ВФ: Мы встречались в марте 2009 года – вы еще сидели в администрации, но уже официально там не работали.
КБ: Я сидел в администрации, наверно, до мая. Внештатным советником, а потом по всему проспекту Руставели поставили клетки, сваренные из прутьев, и стало просто невозможно подъезжать к зданию правительства…
ВФ: Какая активная оппозиция.
КБ: Там не оппозиция была, там просто привезли людей за 10 лари в день. Они жили в палатках. Это было чудовищно, потому что там была такая грязь.
ВФ: Кто финансировал?
КБ: Бурджанадзе, насколько я знаю. Не знаю, кто тогда ей давал деньги. Последнее время это был Медведчук.
ВФ: И все же – как тогда обстояли дела с университетом?
КБ: Сначала я думал о бизнес-школе как о хобби. Хорошее дело, которое само себя содержит. Бизнес-школа сама по себе может жить очень даже хорошо, с прибылью. Школа права тоже может – в отличие от всех других школ. А потом я решил, что надо сделать серьезный университет, который все изменит… Это сейчас звучит патетически, но человек же не думает патетически. Было ощущение: надо, чтобы университет изменил страну. Чтобы мы не испытали больше никогда оккупацию, захват, полеты бомбардировщиков над нашими домами.
А когда мы с вами встречались… Поскольку я времени не уделял университету, мне казалось, что я скажу, люди засуетятся и все сделают. Я нашел, что это не происходит, надо самому этим заниматься и разбираться. А я был совершенный профан – я не понимал, чем curriculum от syllabus’а отличается. Знал только, что есть такие слова, которые произносят люди, близкие к образованию.
ВФ: Как вы достраивали университет? К бизнес-школе добавили право?
КБ: Да. Потому что у меня были большие претензии к грузинским юристам.
ВФ: Из-за того, что они писали по-грузински на немецком?

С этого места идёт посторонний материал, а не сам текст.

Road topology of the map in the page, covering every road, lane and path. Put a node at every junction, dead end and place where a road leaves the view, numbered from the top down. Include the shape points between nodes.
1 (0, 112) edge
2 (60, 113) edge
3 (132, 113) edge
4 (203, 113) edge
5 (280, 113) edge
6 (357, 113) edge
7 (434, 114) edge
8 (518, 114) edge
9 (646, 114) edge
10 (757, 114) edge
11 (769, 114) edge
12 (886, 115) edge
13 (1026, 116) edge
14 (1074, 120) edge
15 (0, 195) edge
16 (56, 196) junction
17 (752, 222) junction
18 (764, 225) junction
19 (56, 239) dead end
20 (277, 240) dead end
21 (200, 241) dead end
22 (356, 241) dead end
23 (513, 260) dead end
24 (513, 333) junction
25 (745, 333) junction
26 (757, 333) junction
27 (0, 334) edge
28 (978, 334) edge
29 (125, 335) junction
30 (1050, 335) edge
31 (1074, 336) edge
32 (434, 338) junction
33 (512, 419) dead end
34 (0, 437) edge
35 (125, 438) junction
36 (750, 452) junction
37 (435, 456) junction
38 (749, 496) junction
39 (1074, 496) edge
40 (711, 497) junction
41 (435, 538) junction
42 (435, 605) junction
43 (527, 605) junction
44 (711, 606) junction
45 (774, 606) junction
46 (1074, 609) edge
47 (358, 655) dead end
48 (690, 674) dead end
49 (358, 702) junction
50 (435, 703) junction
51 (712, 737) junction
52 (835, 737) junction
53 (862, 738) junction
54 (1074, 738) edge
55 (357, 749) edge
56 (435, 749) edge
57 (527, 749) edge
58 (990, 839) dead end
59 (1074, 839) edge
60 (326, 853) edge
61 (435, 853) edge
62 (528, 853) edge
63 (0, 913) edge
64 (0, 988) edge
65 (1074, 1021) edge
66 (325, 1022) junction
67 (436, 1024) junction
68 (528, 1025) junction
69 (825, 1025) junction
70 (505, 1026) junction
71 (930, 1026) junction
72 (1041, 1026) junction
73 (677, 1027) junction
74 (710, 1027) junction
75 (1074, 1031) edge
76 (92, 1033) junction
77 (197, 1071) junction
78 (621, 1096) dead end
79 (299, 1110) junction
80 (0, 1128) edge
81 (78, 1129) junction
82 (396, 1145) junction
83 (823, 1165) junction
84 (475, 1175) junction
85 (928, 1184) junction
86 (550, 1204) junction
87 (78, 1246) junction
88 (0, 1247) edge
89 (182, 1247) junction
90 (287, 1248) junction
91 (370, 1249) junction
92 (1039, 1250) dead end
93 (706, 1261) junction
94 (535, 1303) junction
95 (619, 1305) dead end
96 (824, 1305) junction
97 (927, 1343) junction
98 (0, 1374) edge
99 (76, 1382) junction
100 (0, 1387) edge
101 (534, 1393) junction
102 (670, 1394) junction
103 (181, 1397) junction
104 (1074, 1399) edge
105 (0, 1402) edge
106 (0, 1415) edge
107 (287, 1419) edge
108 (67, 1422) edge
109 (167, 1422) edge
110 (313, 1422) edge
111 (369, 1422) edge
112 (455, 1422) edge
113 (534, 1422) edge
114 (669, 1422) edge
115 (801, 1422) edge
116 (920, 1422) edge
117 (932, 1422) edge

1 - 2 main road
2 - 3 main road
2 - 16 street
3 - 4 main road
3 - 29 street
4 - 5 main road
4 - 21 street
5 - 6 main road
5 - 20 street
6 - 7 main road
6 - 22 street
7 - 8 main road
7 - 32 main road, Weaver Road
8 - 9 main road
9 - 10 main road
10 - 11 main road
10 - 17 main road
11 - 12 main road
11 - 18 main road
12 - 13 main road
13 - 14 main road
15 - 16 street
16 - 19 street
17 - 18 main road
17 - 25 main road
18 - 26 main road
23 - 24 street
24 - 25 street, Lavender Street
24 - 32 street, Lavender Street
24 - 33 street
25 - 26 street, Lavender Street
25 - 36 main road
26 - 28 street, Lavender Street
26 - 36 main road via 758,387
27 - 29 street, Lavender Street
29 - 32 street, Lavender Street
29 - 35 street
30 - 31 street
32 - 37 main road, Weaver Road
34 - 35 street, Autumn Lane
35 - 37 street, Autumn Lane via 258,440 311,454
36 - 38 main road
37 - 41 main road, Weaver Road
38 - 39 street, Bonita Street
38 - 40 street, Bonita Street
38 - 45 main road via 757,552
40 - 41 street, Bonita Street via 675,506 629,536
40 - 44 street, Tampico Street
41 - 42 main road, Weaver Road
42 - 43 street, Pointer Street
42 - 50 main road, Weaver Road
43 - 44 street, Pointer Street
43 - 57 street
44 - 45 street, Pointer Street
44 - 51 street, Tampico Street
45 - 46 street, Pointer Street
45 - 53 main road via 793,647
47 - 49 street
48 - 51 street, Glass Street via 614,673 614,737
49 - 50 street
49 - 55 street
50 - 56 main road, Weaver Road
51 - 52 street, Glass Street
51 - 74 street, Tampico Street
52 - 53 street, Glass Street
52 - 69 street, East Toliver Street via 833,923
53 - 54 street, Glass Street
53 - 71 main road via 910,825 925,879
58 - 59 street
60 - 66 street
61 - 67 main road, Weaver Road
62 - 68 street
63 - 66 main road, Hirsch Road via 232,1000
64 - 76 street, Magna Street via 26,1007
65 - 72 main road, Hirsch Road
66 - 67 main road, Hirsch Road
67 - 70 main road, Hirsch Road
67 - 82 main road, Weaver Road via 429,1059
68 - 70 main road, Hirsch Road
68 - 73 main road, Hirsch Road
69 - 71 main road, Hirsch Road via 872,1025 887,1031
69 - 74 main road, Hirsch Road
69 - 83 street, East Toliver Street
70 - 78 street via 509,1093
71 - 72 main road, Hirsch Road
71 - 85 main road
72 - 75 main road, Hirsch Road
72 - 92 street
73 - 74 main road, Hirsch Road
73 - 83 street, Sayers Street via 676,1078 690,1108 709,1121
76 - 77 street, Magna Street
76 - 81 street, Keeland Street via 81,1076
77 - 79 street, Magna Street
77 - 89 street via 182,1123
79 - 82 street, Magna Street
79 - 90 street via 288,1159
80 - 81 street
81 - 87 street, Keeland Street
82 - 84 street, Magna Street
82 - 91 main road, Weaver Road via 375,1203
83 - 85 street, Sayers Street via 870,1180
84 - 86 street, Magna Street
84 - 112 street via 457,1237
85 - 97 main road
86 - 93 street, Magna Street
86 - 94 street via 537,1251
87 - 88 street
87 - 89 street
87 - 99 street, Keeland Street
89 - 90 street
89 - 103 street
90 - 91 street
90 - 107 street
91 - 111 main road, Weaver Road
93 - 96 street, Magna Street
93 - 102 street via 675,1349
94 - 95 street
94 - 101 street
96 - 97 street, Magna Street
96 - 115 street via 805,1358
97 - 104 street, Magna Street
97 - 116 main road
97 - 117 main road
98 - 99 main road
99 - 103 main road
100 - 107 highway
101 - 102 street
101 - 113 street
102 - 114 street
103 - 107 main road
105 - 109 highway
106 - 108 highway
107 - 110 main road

КБ: Дело не в том, что писали на немецком. Они сторонники нормативной теории – это нельзя, потому что так написано, а не потому что это глубоко укоренено в природе человека и противно морали. Я не поклонник Ролза – левовато это на мой вкус, – но человека нельзя мучить не потому, что так написано во Всеобщей декларации прав человека, а потому, что это негуманно. А поскольку мучить человека нельзя в принципе, то поэтому в декларации так и написано.